[Input material Boundary: Start]

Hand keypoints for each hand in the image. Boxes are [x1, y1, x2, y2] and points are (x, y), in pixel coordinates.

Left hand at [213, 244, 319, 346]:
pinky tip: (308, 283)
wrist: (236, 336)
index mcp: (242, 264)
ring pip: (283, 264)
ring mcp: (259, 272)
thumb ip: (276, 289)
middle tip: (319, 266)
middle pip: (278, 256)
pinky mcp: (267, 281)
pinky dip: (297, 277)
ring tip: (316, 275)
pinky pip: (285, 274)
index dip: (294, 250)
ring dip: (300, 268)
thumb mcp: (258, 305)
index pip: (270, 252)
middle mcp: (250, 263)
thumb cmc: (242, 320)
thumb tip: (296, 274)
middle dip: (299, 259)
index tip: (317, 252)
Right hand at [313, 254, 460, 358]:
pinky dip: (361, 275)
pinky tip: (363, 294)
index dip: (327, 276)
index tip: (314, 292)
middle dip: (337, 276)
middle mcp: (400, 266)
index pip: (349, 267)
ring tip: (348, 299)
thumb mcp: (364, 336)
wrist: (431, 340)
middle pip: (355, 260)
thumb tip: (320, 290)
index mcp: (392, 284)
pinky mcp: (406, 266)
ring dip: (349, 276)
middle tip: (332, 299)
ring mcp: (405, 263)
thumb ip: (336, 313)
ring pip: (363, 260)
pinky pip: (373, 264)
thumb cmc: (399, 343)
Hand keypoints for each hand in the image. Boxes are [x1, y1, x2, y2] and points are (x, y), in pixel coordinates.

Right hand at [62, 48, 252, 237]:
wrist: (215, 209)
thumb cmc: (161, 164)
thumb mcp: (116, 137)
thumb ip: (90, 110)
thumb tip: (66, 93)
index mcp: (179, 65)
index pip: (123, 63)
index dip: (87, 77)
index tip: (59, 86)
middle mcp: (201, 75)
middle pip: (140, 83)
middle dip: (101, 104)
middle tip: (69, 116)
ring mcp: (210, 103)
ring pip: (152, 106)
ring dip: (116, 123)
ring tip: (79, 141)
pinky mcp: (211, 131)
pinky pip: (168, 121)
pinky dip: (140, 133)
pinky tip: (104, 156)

[Input material Boundary: End]
[Input material Boundary: Start]

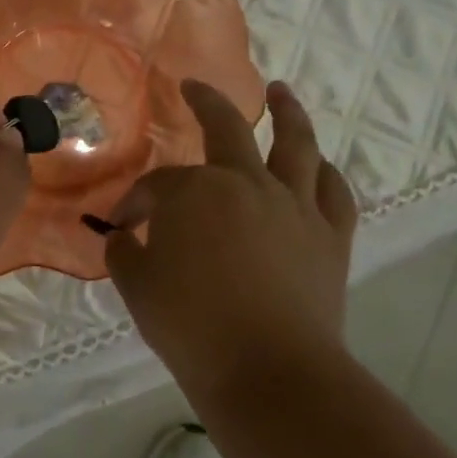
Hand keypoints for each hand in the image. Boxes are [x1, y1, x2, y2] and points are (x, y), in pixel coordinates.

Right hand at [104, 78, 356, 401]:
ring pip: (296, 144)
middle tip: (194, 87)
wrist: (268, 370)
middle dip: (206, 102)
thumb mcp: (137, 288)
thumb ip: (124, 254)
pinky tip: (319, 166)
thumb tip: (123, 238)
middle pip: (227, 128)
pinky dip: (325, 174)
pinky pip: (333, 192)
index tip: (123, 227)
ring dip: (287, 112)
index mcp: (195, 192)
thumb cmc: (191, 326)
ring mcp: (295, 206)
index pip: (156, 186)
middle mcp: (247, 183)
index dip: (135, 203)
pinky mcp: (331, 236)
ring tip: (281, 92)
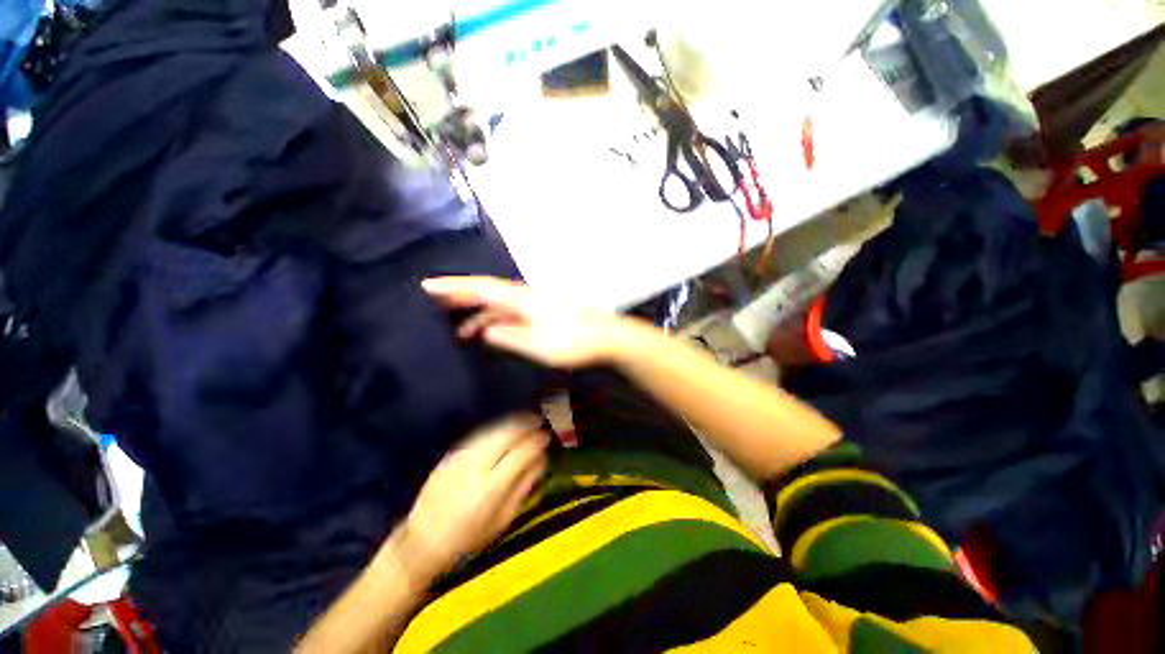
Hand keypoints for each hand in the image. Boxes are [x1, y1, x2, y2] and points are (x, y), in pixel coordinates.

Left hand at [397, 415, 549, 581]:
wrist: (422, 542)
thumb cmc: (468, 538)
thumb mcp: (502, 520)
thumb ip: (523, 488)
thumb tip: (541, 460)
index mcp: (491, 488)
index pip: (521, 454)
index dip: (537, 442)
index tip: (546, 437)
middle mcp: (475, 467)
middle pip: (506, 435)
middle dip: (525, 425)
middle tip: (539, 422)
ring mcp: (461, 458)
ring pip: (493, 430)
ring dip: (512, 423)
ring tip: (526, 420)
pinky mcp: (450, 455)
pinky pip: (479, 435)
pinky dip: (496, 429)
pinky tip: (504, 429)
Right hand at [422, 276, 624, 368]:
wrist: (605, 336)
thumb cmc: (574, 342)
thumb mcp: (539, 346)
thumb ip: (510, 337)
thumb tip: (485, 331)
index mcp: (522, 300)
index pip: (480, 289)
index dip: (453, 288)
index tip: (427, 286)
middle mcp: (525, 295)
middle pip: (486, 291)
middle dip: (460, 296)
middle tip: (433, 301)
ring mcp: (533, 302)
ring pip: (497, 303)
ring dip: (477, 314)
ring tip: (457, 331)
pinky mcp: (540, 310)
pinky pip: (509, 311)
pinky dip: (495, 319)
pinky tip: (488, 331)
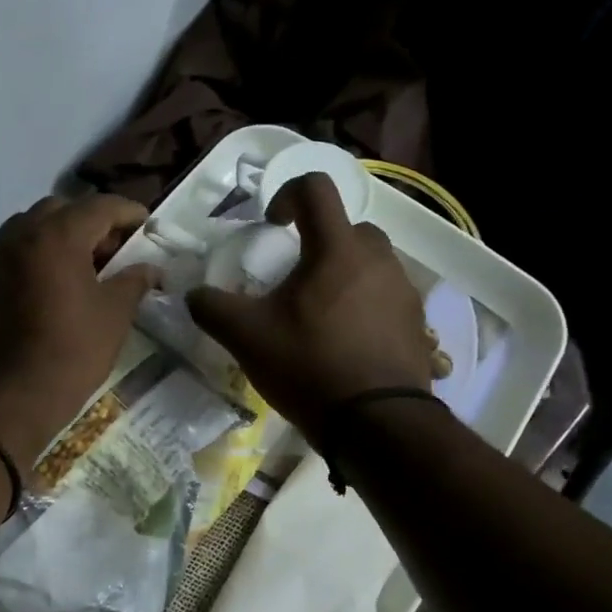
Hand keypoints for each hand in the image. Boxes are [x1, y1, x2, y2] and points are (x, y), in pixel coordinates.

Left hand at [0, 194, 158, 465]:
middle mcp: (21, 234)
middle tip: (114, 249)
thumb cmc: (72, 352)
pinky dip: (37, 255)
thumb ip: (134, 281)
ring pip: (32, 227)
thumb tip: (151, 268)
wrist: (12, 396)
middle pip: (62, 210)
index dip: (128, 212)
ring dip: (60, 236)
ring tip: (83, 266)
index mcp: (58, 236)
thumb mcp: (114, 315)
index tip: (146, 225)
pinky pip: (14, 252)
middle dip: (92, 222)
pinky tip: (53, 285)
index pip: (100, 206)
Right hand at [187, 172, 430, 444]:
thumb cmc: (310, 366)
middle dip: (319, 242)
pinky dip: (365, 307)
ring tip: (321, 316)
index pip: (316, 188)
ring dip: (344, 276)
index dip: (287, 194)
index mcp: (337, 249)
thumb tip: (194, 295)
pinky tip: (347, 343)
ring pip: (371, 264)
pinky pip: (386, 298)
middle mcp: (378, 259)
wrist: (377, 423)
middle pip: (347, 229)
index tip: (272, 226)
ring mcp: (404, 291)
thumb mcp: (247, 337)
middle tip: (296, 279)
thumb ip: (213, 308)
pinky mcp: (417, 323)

[Input material Boundary: End]
[Input material Boundary: Start]

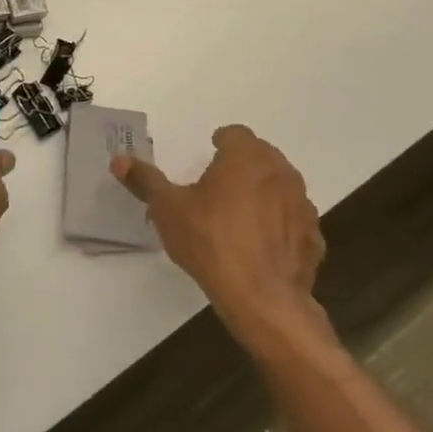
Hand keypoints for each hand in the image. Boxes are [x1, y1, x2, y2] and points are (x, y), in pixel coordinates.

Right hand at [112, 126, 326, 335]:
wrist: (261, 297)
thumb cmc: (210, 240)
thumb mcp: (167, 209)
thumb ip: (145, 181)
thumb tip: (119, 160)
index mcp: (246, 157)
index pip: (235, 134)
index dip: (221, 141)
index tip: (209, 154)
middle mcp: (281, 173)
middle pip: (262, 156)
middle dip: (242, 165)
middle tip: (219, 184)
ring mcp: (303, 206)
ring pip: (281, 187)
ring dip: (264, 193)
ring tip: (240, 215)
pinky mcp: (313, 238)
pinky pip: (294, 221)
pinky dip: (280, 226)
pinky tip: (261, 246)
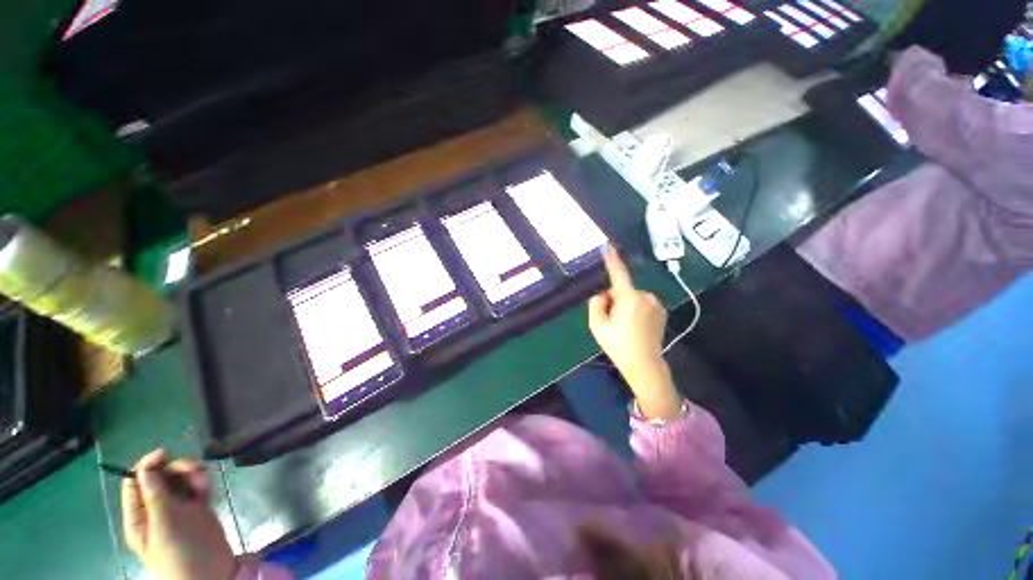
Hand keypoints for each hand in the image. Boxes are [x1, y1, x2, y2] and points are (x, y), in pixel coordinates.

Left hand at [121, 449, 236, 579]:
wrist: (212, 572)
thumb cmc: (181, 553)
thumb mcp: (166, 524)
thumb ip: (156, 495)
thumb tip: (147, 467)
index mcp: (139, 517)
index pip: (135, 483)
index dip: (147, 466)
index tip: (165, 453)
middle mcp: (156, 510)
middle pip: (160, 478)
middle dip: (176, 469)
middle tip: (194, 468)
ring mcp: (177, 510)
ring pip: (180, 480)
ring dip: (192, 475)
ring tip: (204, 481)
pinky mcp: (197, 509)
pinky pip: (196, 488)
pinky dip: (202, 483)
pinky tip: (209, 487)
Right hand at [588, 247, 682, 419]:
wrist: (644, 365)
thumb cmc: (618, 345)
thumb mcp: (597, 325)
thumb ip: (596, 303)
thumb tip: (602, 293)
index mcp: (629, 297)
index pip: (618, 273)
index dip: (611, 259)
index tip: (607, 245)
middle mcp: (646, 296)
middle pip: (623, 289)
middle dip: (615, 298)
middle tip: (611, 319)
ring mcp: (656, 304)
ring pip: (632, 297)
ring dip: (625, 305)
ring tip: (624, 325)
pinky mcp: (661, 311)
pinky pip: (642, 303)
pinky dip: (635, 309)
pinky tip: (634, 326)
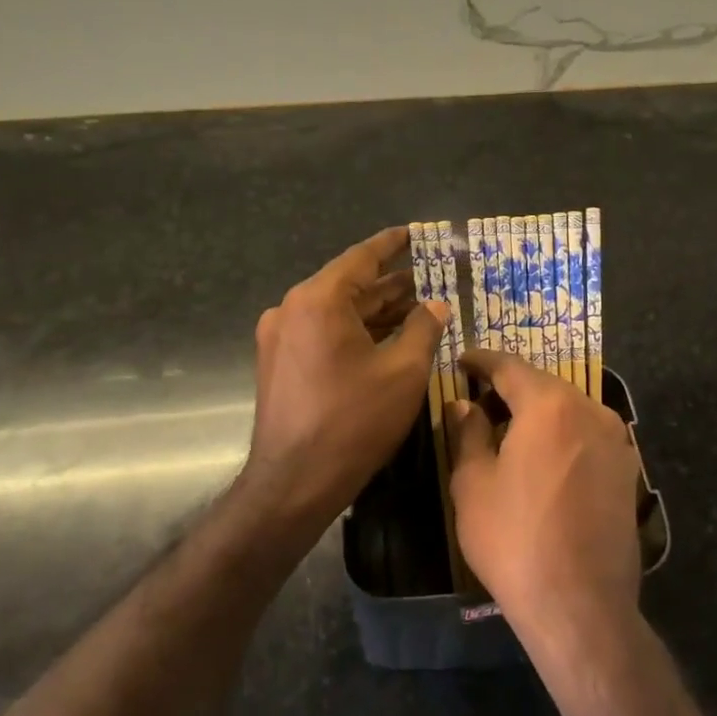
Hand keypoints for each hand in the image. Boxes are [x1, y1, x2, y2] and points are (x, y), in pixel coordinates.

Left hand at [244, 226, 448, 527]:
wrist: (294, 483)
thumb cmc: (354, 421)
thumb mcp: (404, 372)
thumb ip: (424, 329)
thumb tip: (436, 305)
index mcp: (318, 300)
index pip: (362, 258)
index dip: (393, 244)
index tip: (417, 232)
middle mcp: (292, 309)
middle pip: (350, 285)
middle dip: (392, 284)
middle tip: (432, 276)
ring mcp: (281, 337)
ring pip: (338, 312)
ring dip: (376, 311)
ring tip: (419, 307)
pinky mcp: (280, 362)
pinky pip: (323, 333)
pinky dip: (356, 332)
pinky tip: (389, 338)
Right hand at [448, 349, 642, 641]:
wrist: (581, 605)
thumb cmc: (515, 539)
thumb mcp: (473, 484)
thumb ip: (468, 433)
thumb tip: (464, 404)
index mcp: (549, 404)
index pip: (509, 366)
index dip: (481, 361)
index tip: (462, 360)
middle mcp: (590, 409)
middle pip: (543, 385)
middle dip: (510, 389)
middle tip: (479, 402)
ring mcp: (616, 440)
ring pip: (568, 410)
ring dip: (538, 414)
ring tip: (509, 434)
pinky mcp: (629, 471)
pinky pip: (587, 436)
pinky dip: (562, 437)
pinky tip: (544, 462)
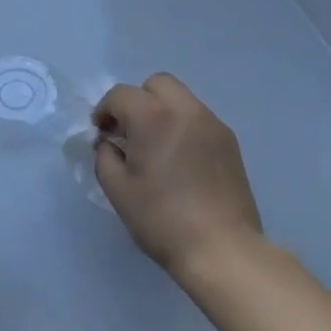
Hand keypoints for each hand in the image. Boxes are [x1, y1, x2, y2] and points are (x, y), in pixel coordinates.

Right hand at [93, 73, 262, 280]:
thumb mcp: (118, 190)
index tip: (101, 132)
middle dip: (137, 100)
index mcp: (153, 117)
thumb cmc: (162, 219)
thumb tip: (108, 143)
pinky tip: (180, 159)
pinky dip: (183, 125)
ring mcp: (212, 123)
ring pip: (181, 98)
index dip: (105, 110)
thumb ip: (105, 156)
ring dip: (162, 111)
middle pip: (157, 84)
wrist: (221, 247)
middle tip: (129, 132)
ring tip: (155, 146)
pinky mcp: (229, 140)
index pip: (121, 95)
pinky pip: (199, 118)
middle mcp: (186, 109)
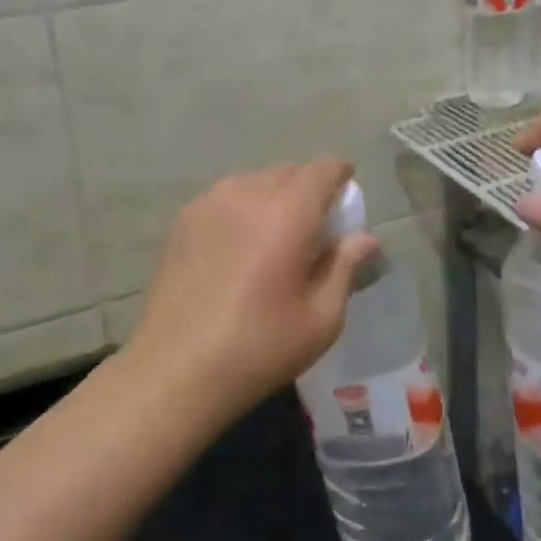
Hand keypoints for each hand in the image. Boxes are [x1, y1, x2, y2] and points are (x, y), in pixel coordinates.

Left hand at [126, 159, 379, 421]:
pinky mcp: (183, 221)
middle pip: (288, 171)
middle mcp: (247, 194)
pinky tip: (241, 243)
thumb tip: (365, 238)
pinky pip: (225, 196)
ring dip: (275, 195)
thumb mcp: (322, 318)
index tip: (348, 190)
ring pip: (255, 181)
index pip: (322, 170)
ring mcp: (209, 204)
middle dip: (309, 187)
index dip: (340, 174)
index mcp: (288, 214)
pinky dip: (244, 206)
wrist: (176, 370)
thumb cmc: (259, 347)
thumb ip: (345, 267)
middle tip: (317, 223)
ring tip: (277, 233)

[Input material Boundary: End]

→ **Aim of the task**
Throughout the data above, report every line that contains the string "Right".

→ **Reply to the task**
Right hand at [313, 254, 460, 358]:
Right hand at [62, 48, 252, 237]:
Right hand at [104, 78, 356, 401]:
Right hand at [422, 276, 624, 368]:
Right hand at [187, 172, 430, 444]:
Right hand at [112, 126, 326, 335]:
Right hand at [588, 247, 682, 419]:
Right hand at [448, 349, 642, 641]:
Right hand at [93, 73, 262, 280]:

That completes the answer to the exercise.